The expected output is the data below, character for character, without its pictures.

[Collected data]
▬▬▬▬▬▬

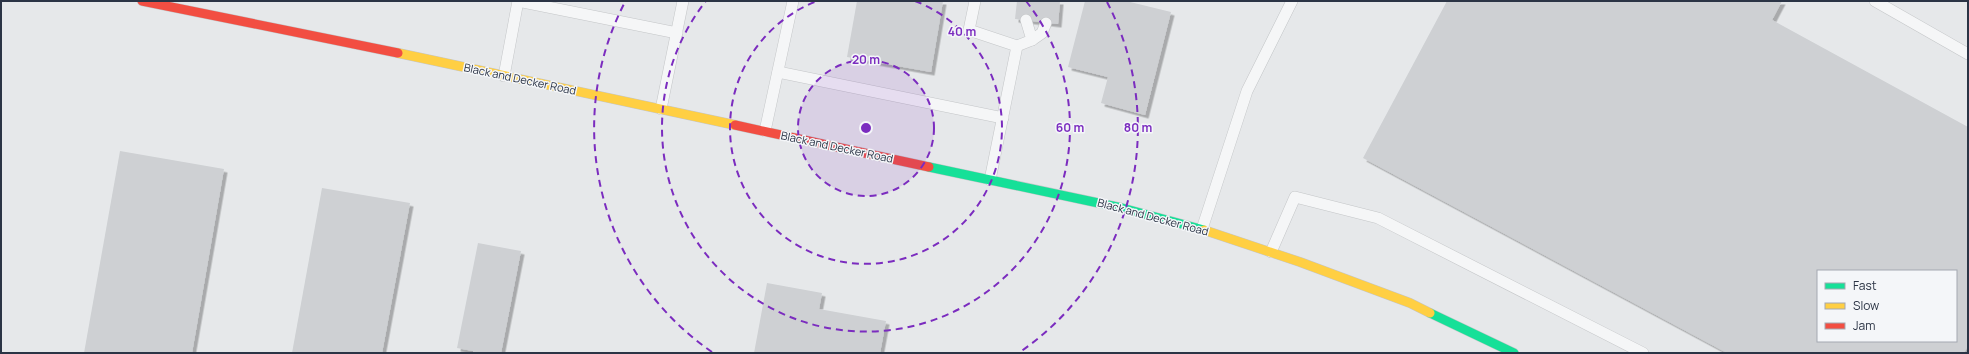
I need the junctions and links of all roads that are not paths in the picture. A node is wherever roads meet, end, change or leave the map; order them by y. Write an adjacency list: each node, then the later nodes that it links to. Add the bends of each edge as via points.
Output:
1 (142, 1): 15 (main road, Black and Decker Road)
2 (518, 1): 10 (lane); 15 (lane)
3 (683, 1): 10 (lane)
4 (793, 1): 14 (lane)
5 (975, 1): 12 (lane, via 969,30)
6 (1292, 1): 20 (lane, via 1247,91)
7 (1875, 1): 13 (lane)
8 (1026, 20): 11 (lane)
9 (1046, 23): 11 (lane, via 1042,33)
10 (677, 33): 16 (lane)
11 (1032, 40): 12 (lane)
12 (1018, 46): 17 (lane)
13 (1968, 54)
14 (778, 72): 17 (lane); 18 (lane)
15 (504, 76): 16 (main road, Black and Decker Road)
16 (661, 109): 18 (main road, Black and Decker Road)
17 (1003, 118): 19 (lane)
18 (765, 131): 19 (main road, Black and Decker Road)
19 (990, 180): 20 (main road, Black and Decker Road, via 1122,208)
20 (1202, 229): 21 (main road, Black and Decker Road)
21 (1271, 252): 22 (main road, Black and Decker Road, via 1410,303); 23 (lane, via 1295,197 1378,218)
22 (1514, 353)
23 (1643, 353)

▬▬▬▬▬▬

» SOLUTION
I need the junctions and links of all roads that are not paths in the picture. A node is wherever roads meet, end, change or leave the map; order them by y. Write an adjacency list: each node, then the later nodes that it links to. Add the bends of each edge as via points.
Output:
1 (142, 1): 15 (main road, Black and Decker Road)
2 (518, 1): 10 (lane); 15 (lane)
3 (683, 1): 10 (lane)
4 (793, 1): 14 (lane)
5 (975, 1): 12 (lane, via 969,30)
6 (1292, 1): 20 (lane, via 1247,91)
7 (1875, 1): 13 (lane)
8 (1026, 20): 11 (lane)
9 (1046, 23): 11 (lane, via 1042,33)
10 (677, 33): 16 (lane)
11 (1032, 40): 12 (lane)
12 (1018, 46): 17 (lane)
13 (1968, 54)
14 (778, 72): 17 (lane); 18 (lane)
15 (504, 76): 16 (main road, Black and Decker Road)
16 (661, 109): 18 (main road, Black and Decker Road)
17 (1003, 118): 19 (lane)
18 (765, 131): 19 (main road, Black and Decker Road)
19 (990, 180): 20 (main road, Black and Decker Road, via 1122,208)
20 (1202, 229): 21 (main road, Black and Decker Road)
21 (1271, 252): 22 (main road, Black and Decker Road, via 1410,303); 23 (lane, via 1295,197 1378,218)
22 (1514, 353)
23 (1643, 353)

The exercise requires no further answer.